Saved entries

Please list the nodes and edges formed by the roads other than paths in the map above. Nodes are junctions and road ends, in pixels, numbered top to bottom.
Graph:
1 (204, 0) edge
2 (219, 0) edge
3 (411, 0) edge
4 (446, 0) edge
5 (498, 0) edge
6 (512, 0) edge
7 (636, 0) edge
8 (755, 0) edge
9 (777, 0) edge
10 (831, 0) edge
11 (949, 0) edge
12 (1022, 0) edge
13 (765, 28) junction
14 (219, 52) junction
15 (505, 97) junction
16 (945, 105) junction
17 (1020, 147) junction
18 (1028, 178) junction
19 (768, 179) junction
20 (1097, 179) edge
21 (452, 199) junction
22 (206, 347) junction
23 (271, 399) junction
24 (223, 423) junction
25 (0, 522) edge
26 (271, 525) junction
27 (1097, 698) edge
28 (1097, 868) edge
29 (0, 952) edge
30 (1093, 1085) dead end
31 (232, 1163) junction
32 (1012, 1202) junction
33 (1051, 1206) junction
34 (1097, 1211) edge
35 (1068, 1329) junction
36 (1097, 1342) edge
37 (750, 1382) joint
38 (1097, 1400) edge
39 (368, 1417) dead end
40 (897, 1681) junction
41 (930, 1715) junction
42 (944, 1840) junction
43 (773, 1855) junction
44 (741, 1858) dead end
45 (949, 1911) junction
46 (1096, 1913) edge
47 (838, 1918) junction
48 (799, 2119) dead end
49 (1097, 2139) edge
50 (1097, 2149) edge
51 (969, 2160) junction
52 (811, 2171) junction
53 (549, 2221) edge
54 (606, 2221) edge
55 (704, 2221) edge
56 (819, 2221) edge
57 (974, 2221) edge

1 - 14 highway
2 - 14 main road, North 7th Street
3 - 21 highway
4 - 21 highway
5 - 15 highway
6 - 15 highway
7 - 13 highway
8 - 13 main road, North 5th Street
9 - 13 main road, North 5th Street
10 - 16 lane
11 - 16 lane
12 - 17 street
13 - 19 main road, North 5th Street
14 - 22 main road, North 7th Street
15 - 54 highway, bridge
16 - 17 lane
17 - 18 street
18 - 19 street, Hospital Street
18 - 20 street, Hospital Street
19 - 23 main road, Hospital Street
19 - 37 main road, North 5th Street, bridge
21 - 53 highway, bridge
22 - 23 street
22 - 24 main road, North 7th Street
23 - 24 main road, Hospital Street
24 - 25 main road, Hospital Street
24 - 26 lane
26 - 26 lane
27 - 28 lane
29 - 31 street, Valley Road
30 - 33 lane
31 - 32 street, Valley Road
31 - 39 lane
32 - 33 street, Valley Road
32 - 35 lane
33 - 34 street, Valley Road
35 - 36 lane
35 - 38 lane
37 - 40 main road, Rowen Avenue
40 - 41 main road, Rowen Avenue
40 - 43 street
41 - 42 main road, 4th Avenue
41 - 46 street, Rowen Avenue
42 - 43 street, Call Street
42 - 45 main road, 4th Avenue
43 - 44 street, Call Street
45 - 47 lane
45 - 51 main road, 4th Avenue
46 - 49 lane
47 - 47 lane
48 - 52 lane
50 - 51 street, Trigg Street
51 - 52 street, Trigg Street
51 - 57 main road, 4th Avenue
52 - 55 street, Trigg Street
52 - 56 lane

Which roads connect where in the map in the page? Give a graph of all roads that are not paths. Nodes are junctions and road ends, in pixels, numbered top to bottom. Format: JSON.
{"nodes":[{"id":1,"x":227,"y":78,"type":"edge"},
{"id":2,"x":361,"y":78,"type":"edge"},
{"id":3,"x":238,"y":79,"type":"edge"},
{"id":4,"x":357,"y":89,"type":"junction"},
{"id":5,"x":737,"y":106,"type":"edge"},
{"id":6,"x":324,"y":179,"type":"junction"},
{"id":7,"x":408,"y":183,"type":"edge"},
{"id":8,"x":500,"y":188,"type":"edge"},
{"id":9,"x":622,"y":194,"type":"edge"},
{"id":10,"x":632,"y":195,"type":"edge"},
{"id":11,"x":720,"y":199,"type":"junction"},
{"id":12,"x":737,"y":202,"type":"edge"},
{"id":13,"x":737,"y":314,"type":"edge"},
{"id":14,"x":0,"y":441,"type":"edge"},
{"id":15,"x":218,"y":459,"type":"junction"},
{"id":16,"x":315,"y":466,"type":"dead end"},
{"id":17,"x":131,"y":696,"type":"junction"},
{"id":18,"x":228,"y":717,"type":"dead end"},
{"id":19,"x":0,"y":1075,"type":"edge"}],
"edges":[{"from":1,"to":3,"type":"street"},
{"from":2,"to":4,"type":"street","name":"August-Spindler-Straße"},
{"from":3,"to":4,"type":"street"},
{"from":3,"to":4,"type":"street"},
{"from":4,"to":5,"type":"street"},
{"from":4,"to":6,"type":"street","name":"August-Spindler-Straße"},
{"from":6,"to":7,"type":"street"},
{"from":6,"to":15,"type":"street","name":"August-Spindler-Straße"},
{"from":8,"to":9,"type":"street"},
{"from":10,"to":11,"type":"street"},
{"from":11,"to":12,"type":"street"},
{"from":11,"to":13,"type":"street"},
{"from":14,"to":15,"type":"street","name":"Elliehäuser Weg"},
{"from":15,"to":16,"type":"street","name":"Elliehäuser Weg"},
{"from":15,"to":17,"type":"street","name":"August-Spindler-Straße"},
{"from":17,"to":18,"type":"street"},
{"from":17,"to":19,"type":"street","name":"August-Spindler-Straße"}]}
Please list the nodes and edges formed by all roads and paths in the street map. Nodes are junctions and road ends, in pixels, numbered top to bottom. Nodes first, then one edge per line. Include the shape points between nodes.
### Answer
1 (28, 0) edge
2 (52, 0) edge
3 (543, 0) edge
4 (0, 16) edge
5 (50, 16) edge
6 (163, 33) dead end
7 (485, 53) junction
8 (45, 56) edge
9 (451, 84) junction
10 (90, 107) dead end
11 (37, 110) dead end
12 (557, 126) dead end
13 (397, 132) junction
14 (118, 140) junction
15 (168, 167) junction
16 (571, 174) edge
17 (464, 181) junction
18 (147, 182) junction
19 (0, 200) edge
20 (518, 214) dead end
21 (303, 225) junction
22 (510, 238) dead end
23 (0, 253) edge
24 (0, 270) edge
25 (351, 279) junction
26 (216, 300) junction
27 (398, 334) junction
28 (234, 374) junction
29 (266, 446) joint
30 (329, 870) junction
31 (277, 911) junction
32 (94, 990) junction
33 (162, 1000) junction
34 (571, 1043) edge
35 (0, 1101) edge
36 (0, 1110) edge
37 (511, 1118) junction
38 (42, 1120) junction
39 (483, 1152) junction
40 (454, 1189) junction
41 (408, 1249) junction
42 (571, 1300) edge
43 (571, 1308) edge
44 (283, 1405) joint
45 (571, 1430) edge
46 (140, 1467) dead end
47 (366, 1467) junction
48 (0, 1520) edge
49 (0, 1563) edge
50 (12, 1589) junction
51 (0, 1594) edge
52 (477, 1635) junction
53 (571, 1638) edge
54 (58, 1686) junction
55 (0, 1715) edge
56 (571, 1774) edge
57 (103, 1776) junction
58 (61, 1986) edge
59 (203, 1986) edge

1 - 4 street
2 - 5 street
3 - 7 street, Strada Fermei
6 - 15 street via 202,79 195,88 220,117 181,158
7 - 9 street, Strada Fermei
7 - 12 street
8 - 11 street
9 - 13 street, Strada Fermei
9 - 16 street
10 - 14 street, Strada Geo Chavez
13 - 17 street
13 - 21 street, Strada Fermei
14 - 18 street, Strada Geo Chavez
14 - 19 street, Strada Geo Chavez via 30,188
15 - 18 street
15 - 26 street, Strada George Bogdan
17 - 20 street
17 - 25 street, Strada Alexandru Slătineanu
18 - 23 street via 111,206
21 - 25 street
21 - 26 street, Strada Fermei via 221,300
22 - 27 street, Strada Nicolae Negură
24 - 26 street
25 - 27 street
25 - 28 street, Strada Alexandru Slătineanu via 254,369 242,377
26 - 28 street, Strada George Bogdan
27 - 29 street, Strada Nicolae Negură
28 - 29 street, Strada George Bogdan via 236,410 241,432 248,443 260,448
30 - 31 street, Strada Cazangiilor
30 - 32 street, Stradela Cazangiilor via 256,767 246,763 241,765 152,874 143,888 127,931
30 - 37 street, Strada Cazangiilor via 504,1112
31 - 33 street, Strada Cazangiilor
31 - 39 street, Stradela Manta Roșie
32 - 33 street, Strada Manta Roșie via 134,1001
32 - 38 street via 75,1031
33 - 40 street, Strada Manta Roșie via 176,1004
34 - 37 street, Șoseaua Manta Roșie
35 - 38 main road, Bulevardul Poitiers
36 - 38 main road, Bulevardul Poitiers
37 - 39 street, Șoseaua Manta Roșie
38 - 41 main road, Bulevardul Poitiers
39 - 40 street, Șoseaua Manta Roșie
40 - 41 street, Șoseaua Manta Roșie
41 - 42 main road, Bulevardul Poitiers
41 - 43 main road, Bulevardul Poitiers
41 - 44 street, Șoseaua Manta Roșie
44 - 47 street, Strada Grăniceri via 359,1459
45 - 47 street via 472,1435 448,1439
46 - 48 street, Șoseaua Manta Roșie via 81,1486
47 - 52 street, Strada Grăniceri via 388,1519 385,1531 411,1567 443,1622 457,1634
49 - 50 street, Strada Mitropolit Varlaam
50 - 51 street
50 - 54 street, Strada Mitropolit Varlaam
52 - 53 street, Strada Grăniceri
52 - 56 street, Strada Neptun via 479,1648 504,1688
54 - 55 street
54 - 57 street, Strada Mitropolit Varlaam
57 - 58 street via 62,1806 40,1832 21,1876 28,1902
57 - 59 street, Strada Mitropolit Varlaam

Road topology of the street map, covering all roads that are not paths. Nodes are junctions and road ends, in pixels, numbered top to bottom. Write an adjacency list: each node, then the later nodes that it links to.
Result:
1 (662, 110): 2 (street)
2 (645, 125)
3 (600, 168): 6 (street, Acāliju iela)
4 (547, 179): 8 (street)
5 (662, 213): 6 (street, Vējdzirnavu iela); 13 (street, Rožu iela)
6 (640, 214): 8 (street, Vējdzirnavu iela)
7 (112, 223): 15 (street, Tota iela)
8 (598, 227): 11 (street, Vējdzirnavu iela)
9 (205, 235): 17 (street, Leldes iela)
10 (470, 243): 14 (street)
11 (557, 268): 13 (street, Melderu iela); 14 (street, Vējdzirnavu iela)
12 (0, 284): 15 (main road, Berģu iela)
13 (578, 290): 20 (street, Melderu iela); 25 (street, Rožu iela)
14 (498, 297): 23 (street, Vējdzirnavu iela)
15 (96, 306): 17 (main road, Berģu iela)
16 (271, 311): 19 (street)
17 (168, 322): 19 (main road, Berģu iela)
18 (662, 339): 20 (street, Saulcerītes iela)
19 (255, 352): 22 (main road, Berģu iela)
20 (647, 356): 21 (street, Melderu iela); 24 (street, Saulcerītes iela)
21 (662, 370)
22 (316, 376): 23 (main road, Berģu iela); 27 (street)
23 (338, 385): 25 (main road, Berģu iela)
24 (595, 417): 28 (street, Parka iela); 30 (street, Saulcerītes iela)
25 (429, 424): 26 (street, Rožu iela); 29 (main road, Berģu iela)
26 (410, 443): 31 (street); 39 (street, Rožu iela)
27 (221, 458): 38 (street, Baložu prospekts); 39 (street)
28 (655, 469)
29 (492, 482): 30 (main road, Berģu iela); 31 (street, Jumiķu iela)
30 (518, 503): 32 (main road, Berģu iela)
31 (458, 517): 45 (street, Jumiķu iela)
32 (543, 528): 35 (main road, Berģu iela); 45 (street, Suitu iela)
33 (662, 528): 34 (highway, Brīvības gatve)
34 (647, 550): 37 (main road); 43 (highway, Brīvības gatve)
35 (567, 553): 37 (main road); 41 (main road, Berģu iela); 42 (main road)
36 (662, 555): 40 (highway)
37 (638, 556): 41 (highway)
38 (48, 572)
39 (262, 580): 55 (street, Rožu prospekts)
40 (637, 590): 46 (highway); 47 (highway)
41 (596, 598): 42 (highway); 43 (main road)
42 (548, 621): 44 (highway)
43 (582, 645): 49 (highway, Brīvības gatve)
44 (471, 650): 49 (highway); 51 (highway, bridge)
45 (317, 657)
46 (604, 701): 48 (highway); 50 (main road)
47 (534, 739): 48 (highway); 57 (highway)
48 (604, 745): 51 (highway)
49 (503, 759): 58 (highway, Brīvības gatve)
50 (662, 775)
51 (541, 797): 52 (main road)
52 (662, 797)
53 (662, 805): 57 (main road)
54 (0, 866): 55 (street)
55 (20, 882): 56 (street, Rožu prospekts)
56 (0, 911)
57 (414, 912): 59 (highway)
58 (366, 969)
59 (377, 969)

* _YOUR INSTRUCTIONS_
Determine the number of lines in the data that include the string "Bulevardul". Only that number belongs in the answer.

* _ANSWER TO THIS TASK_
5